Ms Smyth continued, “These guidelines are incredibly worrying and state that medical professionals could “choose to treat a woman where a fatal or serious foetal abnormality has been detected.” However, a serious foetal abnormality could mean different things to different doctors. That could mean spina bifida; that could mean a cleft palette or club foot, it could mean Down’s syndrome. It is entirely vague so where do we draw the line?

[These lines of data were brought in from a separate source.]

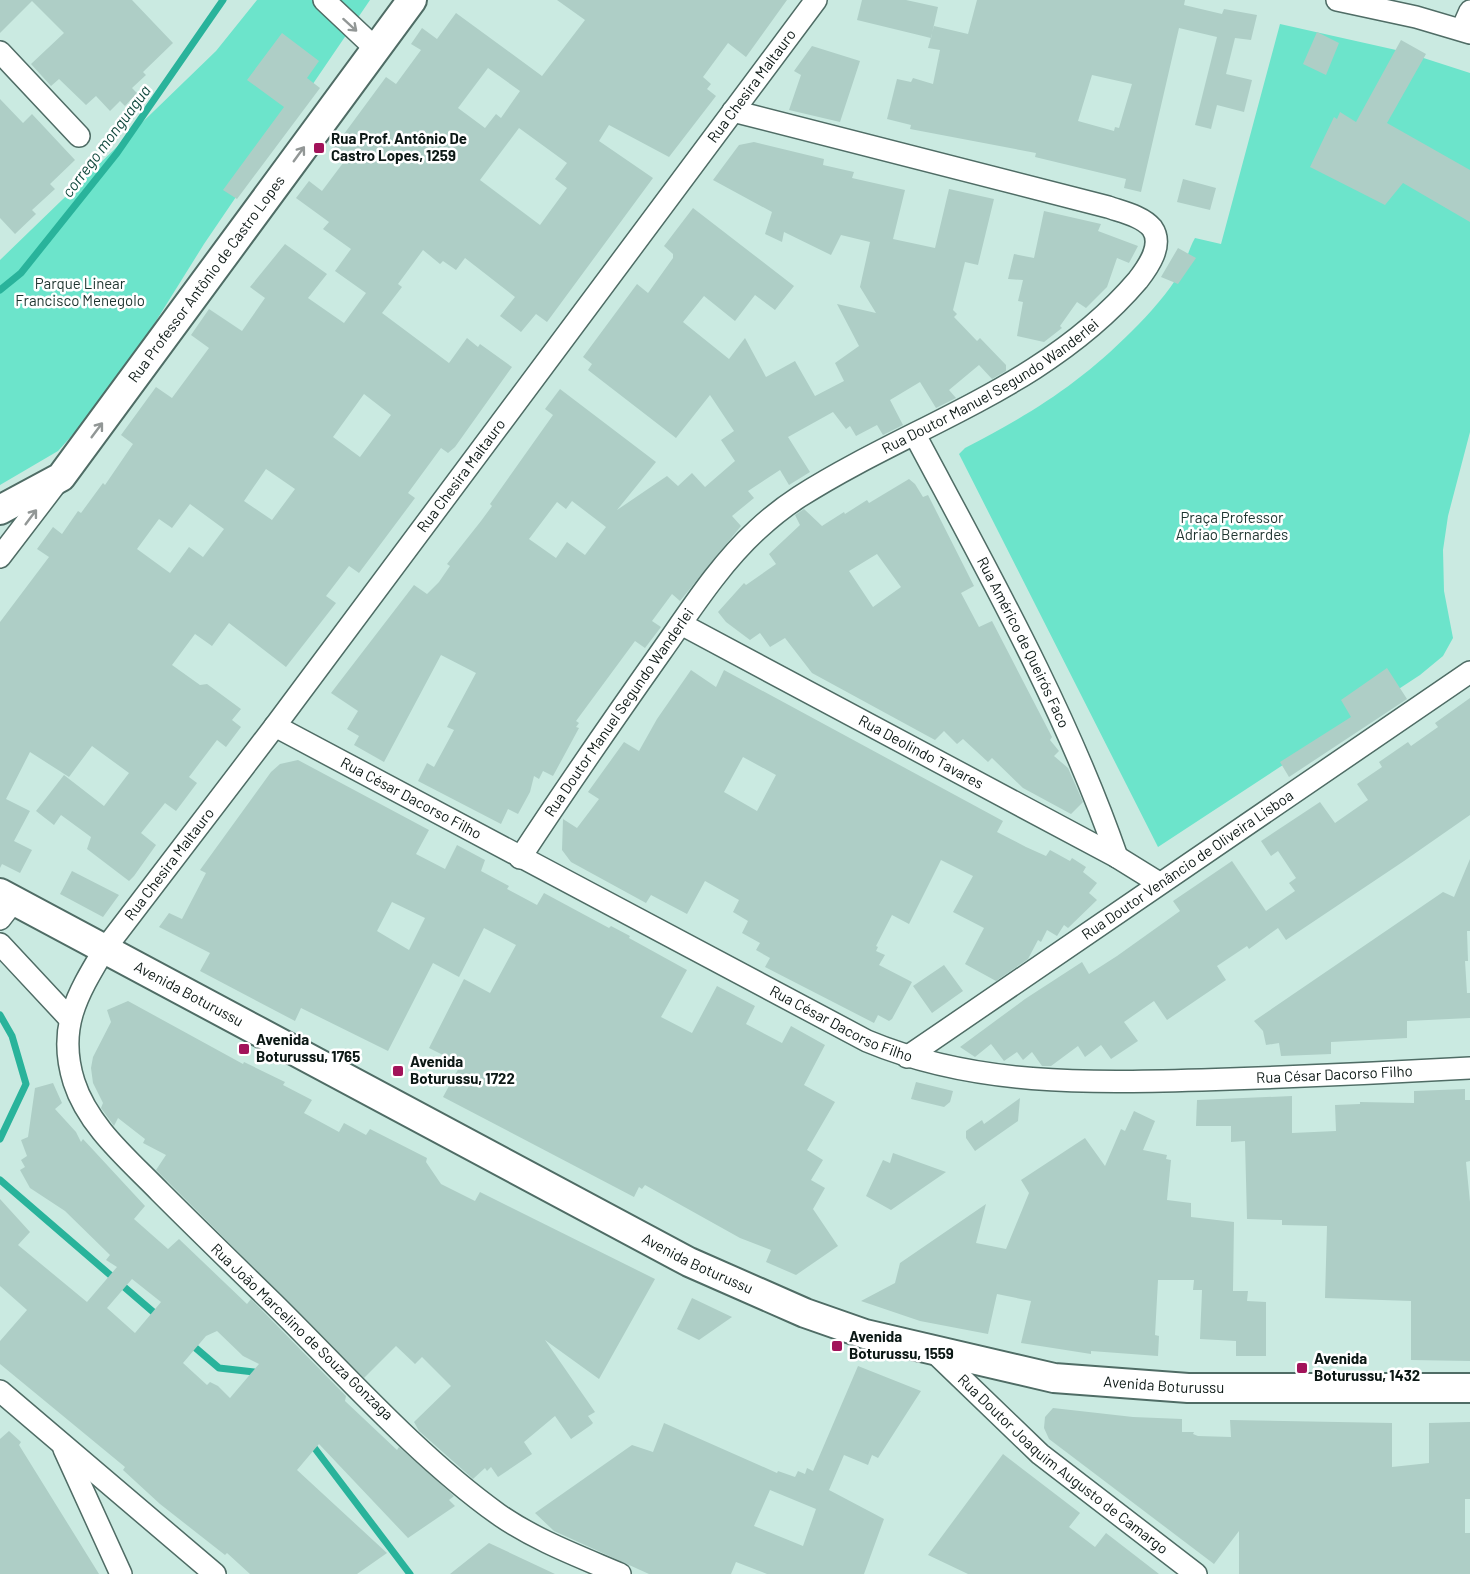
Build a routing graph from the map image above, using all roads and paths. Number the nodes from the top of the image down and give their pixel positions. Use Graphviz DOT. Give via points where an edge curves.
graph roads {
  1 [pos="324,0"];
  2 [pos="412,0"];
  3 [pos="816,0"];
  4 [pos="1337,0"];
  5 [pos="1467,24"];
  6 [pos="376,49"];
  7 [pos="0,52"];
  8 [pos="734,111"];
  9 [pos="79,136"];
  10 [pos="915,435"];
  11 [pos="62,477"];
  12 [pos="0,510"];
  13 [pos="0,557"];
  14 [pos="681,624"];
  15 [pos="1470,672"];
  16 [pos="275,726"];
  17 [pos="1117,857"];
  18 [pos="520,858"];
  19 [pos="1159,883"];
  20 [pos="5,904"];
  21 [pos="0,944"];
  22 [pos="104,950"];
  23 [pos="69,1018"];
  24 [pos="907,1057"];
  25 [pos="1470,1068"];
  26 [pos="932,1350"];
  27 [pos="1470,1388"];
  28 [pos="0,1391"];
  29 [pos="61,1442"];
  30 [pos="121,1574"];
  31 [pos="215,1574"];
  32 [pos="620,1574"];
  33 [pos="1196,1574"];
  1 -- 6 [label="street, one-way"];
  2 -- 6 [label="main road, Rua Professor Antônio de Castro Lopes"];
  3 -- 8 [label="street, Rua Chesira Maltauro"];
  4 -- 5 [label="street"];
  11 -- 6 [label="main road, Rua Professor Antônio de Castro Lopes, one-way"];
  7 -- 9 [label="street"];
  8 -- 10 [label="street, Rua Doutor Manuel Segundo Wanderlei" via="1108,207 1140,219 1153,229 1157,246 1148,268 1120,301 1076,340 1031,373"];
  8 -- 16 [label="street, Rua Chesira Maltauro"];
  10 -- 14 [label="street, Rua Doutor Manuel Segundo Wanderlei" via="798,498 757,530 722,568"];
  10 -- 17 [label="street, Rua Américo de Queirós Faco" via="1059,716 1101,810"];
  11 -- 12 [label="main road"];
  13 -- 11 [label="street, Rua Professor Antônio de Castro Lopes, one-way"];
  14 -- 17 [label="street, Rua Deolindo Tavares"];
  14 -- 18 [label="street, Rua Doutor Manuel Segundo Wanderlei"];
  15 -- 19 [label="street, Rua Doutor Venâncio de Oliveira Lisboa"];
  16 -- 18 [label="street, Rua César Dacorso Filho"];
  16 -- 22 [label="street, Rua Chesira Maltauro"];
  17 -- 19 [label="street, Rua Deolindo Tavares"];
  18 -- 24 [label="street, Rua César Dacorso Filho" via="867,1041"];
  19 -- 24 [label="street, Rua Doutor Venâncio de Oliveira Lisboa"];
  20 -- 22 [label="main road, Avenida Boturussu"];
  21 -- 23 [label="street"];
  22 -- 23 [label="street, Rua João Marcelino de Souza Gonzaga"];
  22 -- 26 [label="main road, Avenida Boturussu" via="689,1262 815,1316 865,1334"];
  23 -- 32 [label="street, Rua João Marcelino de Souza Gonzaga" via="68,1052 74,1082 88,1113 178,1210 429,1456 497,1513 530,1535"];
  24 -- 25 [label="street, Rua César Dacorso Filho" via="1025,1079 1099,1083"];
  26 -- 27 [label="main road, Avenida Boturussu" via="1030,1374 1188,1388"];
  26 -- 33 [label="street, Rua Doutor Joaquim Augusto de Camargo" via="1040,1454"];
  28 -- 29 [label="street"];
  29 -- 30 [label="street"];
  29 -- 31 [label="street"];
}
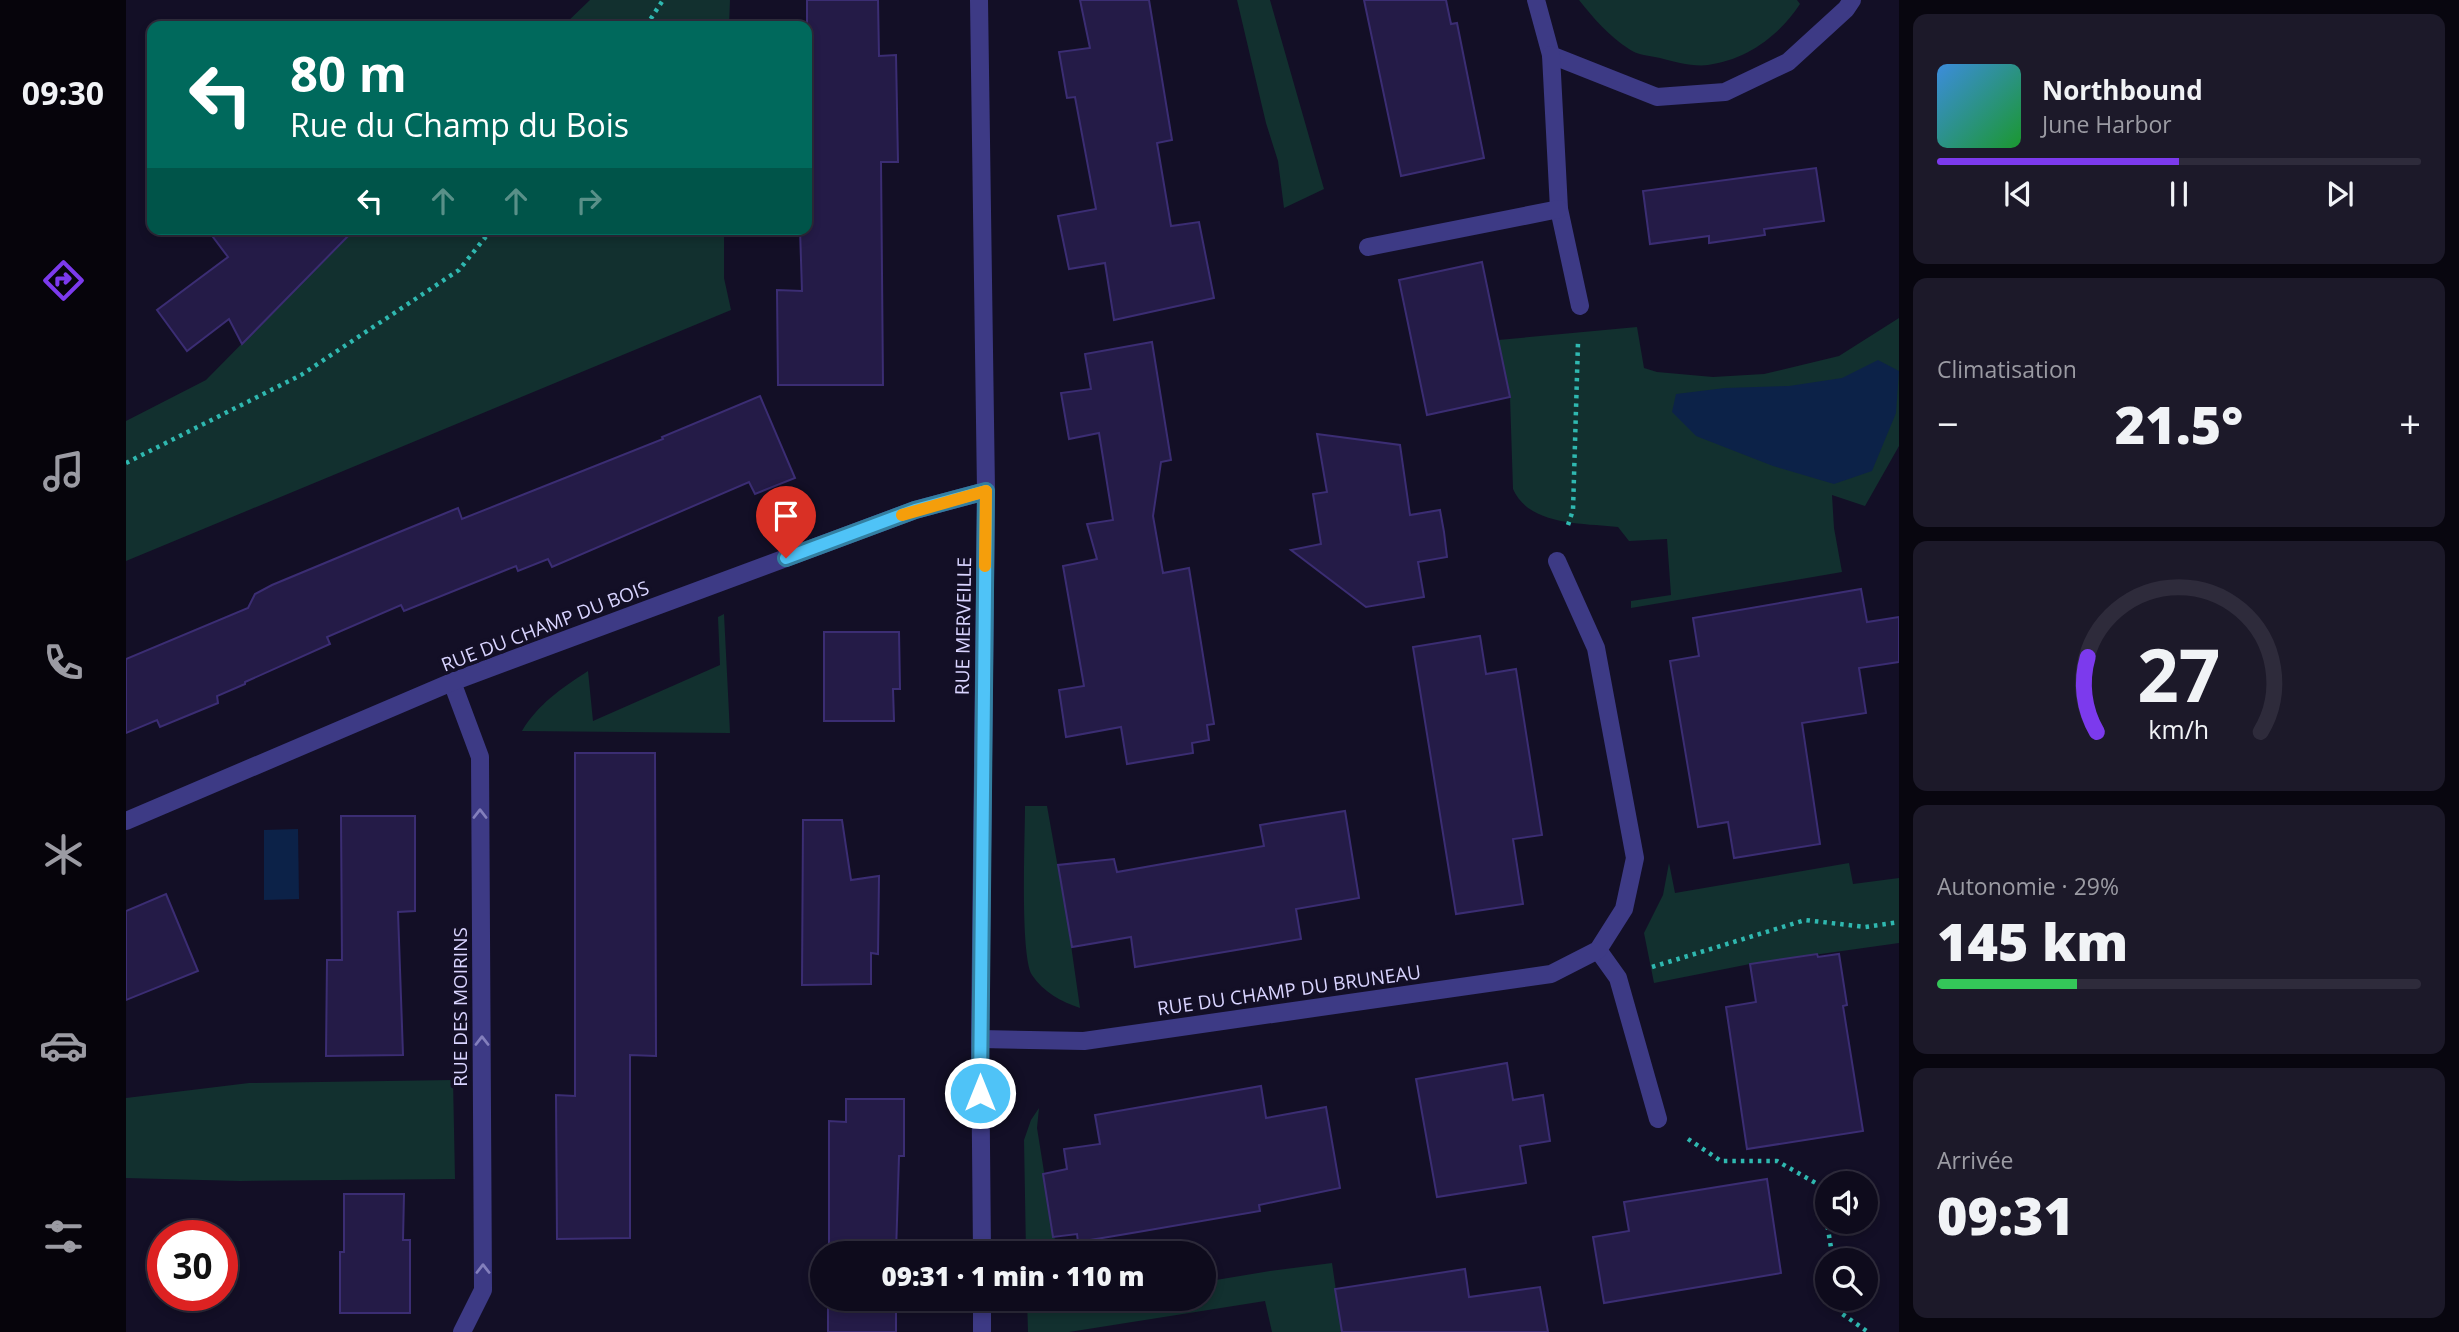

“The ultimate end result is that babies with disabilities will die. The implementation of such guidelines would create a society in Northern Ireland where we openly discriminate against individuals with disabilities; we decide that some unborn babies are not worthy of life based on their abilities or disabilities. That is profoundly unjust and would be a terrible human tragedy for our society.”
Ms Smyth sharply criticised the guidelines for the “total absence” of provision of perinatal care for women who choose to continue with a pregnancy in difficult circumstances.
“I don’t see anything within the guidelines that speaks of help and support for women who want to continue with their pregnancy in the form of perinatal hospice care. From my direct experience in working with women and families who have received a poor diagnosis for their unborn child, it is clear that abortion, the deliberate and violent killing of an unborn baby I the womb, is neither a practical nor compassionate solution.”
Ms Smyth also pointed out that the guidance offers virtually no reassurance to medical professionals that they will have the right to conscientiously object to being involved in abortions. She stated, “These guidelines not only discriminate against the unborn baby in the womb, but they also discriminate against doctors, nurses, midwives and other professionals who should not be forced to participate in abortion against their will.”
“Every elected representative in Northern Ireland should read this document because this is it, this is what is coming in. I don’t think it is likely but we are still hopeful that the Stormont Assembly will reconvene to stop this,” Bernadette Smyth concluded.
Precious Life are continuing their ‘Fight-Back’ public awareness campaign across Northern Ireland in a major effort to save Northern Ireland’s pro-life laws.